-- INPUT DATA follows --

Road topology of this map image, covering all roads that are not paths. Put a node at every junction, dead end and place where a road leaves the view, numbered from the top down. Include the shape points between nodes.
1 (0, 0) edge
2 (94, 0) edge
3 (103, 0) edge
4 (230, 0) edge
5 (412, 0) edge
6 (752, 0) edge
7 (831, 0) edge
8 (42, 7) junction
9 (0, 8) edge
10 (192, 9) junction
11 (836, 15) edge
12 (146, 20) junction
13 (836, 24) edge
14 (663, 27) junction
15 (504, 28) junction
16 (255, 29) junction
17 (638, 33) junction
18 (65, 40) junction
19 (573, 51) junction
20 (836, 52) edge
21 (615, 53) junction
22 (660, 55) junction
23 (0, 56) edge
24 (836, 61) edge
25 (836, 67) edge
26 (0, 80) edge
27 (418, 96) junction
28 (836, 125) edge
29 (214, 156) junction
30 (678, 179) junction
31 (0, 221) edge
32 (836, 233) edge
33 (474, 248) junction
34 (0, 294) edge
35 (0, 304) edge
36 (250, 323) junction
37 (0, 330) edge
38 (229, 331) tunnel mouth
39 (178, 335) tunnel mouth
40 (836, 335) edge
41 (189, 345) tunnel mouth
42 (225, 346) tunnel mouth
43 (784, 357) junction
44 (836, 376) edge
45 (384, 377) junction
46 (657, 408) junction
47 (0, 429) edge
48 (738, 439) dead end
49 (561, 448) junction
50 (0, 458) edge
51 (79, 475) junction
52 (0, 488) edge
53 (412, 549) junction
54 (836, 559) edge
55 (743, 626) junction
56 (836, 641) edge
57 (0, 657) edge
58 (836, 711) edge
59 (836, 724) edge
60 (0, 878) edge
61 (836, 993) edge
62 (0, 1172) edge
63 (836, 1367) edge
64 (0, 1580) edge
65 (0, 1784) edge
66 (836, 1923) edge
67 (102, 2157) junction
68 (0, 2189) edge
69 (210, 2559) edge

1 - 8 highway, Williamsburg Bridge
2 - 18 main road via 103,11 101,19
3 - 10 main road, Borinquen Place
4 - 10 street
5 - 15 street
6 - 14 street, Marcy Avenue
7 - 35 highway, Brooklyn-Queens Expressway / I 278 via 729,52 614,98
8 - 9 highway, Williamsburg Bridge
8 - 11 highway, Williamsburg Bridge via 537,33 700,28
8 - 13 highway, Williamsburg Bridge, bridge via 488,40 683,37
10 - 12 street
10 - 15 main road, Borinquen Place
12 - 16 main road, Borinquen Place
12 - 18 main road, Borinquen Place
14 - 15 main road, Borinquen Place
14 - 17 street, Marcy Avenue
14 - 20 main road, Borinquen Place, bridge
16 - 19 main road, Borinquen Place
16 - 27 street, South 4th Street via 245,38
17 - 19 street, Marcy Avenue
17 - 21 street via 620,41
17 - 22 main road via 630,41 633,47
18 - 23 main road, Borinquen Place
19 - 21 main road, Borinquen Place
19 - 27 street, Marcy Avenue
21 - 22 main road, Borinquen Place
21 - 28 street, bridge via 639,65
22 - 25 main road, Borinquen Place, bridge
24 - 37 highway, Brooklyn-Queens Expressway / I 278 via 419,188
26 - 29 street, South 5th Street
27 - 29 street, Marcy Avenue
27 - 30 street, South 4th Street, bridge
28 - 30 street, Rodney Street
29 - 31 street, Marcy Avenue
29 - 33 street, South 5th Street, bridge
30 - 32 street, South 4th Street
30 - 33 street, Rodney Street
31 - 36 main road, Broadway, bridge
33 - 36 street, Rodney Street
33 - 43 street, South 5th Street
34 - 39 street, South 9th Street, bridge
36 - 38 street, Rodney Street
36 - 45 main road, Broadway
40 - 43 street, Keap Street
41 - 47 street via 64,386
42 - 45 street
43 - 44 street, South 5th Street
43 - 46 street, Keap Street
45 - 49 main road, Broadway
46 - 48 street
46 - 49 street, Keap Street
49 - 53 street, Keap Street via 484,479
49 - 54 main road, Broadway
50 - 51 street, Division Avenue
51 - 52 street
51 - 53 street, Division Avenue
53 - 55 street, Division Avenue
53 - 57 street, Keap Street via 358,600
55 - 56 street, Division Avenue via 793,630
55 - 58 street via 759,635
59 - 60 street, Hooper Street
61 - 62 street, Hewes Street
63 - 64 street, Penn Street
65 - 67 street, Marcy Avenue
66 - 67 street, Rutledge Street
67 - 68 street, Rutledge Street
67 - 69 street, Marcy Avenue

-- INPUT DATA concluded --
-- INPUT DATA follows --

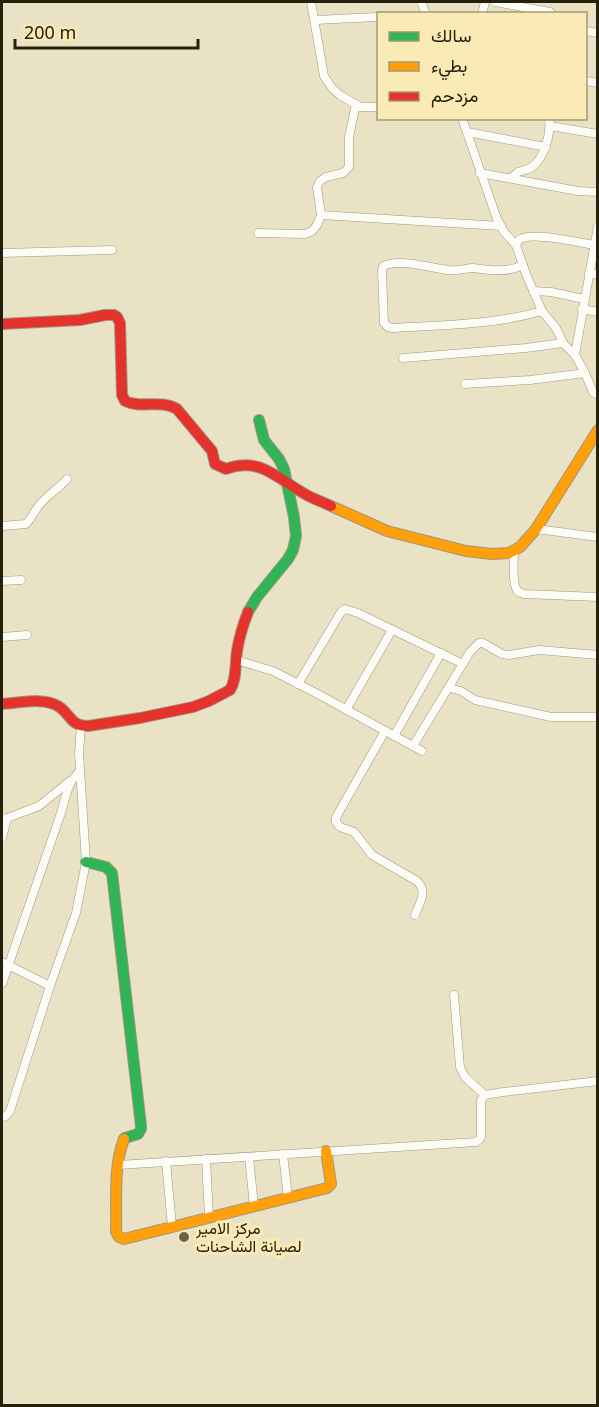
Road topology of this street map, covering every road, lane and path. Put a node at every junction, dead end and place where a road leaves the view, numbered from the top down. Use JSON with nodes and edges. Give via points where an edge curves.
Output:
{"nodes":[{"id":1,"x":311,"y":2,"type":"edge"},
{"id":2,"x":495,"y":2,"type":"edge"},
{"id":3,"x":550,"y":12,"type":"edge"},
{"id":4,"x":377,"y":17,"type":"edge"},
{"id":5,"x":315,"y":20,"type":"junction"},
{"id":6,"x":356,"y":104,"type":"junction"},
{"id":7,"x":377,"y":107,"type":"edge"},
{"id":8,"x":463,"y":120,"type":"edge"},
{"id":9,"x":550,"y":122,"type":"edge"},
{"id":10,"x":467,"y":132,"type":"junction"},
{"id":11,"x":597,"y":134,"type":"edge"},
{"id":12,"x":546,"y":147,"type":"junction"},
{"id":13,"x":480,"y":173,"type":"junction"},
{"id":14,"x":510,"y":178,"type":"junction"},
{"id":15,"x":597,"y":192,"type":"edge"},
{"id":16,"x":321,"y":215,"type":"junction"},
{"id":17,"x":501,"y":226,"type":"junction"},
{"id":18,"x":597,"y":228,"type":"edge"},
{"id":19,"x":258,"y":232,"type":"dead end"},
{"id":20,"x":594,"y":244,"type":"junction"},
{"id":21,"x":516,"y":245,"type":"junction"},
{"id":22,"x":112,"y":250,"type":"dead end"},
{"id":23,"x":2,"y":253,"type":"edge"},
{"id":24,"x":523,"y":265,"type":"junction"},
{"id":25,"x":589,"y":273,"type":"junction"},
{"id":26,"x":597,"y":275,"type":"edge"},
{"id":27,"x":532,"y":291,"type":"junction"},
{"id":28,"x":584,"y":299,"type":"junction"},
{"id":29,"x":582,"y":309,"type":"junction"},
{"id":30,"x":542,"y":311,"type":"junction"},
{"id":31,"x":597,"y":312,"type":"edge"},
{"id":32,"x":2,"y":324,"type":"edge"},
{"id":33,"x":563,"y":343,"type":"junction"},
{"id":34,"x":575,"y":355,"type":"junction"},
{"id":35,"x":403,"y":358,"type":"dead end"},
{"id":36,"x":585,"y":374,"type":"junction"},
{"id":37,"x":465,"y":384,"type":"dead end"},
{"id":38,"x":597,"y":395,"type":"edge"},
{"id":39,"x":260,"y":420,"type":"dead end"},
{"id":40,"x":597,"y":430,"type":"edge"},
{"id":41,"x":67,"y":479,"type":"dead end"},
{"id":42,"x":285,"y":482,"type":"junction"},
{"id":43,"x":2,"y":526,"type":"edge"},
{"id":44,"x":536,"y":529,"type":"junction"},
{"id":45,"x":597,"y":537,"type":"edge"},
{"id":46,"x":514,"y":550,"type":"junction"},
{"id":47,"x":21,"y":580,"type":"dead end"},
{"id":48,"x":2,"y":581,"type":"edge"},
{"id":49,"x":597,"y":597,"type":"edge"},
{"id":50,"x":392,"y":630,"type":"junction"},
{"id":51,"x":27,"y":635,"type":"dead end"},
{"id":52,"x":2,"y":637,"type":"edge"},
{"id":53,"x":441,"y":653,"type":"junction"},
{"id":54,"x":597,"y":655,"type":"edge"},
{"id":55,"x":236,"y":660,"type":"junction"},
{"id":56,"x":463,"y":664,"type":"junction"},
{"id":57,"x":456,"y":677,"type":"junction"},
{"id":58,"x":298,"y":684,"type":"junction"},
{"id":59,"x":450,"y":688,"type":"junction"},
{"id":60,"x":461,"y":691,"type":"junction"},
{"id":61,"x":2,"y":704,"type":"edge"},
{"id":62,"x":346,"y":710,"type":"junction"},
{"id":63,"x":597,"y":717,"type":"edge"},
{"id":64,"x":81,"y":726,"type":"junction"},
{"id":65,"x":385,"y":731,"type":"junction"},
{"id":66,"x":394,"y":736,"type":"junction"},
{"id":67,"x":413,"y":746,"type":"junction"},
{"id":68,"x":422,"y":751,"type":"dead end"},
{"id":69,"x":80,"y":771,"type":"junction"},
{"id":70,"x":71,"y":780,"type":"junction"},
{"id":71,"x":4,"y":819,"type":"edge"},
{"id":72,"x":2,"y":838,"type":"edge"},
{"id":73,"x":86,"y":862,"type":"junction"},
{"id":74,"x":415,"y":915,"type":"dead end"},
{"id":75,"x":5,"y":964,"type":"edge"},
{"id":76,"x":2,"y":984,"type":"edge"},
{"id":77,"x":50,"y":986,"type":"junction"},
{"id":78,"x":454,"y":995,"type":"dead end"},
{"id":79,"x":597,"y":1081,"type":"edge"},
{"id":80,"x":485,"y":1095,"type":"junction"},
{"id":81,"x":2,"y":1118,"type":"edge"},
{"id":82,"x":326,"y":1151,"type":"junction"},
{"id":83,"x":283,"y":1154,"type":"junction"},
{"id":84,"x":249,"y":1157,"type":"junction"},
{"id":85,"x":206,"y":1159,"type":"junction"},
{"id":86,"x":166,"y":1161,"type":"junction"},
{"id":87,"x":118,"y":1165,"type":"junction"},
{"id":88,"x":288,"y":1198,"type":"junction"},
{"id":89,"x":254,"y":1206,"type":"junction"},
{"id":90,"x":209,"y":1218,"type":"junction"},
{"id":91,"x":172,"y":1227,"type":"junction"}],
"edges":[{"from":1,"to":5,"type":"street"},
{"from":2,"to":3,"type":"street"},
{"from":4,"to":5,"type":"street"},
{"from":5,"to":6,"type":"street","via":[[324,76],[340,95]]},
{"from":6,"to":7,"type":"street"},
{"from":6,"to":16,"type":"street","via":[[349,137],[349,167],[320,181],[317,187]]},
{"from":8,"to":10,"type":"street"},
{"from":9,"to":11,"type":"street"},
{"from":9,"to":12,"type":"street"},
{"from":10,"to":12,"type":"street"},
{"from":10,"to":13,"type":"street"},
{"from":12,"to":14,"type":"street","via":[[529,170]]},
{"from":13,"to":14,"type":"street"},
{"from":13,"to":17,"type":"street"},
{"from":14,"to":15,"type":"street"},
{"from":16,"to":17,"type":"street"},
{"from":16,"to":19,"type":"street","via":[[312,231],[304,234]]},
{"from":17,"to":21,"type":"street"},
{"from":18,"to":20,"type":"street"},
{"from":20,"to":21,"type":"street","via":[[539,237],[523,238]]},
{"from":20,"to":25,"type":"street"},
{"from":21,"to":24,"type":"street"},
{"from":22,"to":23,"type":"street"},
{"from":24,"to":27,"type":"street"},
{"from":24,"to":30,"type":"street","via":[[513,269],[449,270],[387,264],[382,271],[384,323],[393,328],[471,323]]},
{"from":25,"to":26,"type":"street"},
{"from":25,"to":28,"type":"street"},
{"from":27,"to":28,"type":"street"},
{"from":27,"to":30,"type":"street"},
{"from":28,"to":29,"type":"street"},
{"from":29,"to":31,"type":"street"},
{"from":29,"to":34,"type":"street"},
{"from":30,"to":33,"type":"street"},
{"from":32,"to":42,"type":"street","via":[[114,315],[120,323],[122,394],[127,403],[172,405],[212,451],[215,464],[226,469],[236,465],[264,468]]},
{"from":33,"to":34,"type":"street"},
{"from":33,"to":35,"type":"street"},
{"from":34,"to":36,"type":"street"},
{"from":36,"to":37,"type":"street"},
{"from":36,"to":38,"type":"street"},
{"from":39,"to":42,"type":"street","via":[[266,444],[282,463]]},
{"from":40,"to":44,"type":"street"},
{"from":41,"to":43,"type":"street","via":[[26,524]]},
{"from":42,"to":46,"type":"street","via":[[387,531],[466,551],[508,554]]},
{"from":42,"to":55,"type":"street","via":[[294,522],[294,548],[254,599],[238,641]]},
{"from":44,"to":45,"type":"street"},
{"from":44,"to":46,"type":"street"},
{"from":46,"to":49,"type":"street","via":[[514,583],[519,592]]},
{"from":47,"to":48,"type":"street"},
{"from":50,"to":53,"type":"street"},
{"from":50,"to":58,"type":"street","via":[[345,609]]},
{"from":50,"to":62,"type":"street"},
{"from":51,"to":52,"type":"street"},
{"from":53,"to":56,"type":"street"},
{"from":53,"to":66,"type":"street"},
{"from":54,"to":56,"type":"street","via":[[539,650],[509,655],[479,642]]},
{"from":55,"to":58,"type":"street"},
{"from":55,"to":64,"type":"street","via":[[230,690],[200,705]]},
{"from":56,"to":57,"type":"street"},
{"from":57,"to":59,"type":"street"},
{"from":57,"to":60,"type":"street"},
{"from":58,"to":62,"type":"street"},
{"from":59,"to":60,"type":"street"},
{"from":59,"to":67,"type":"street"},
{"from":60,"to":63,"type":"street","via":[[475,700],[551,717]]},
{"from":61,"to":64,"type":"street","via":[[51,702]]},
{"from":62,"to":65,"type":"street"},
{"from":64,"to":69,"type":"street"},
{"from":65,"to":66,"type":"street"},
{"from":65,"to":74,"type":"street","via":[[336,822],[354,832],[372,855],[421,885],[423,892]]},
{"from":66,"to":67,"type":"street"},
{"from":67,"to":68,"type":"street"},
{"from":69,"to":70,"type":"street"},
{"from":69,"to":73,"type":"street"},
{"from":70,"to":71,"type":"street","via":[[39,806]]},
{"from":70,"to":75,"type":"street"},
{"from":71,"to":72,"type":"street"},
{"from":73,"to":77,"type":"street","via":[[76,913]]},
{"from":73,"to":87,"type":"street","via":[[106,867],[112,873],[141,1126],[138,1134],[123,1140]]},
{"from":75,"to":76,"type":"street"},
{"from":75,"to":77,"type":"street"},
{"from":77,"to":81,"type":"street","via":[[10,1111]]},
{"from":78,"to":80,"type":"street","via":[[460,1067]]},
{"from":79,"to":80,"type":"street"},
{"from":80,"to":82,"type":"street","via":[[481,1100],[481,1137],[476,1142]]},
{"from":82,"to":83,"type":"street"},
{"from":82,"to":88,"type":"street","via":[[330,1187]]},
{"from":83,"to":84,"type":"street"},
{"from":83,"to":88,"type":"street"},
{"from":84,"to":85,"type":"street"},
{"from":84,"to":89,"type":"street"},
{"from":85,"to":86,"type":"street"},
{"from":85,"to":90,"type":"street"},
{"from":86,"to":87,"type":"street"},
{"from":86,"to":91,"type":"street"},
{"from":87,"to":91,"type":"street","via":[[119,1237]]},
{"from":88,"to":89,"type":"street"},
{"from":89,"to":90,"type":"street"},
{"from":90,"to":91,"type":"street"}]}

-- INPUT DATA concluded --

__TASK INSTRUCTIONS__.
Each line in the data that holds the string "numbered" should be found and copied.

__ANSWER SPACE__.
Road topology of this map image, covering all roads that are not paths. Put a node at every junction, dead end and place where a road leaves the view, numbered from the top down. Include the shape points between nodes.
Road topology of this street map, covering every road, lane and path. Put a node at every junction, dead end and place where a road leaves the view, numbered from the top down. Use JSON with nodes and edges. Give via points where an edge curves.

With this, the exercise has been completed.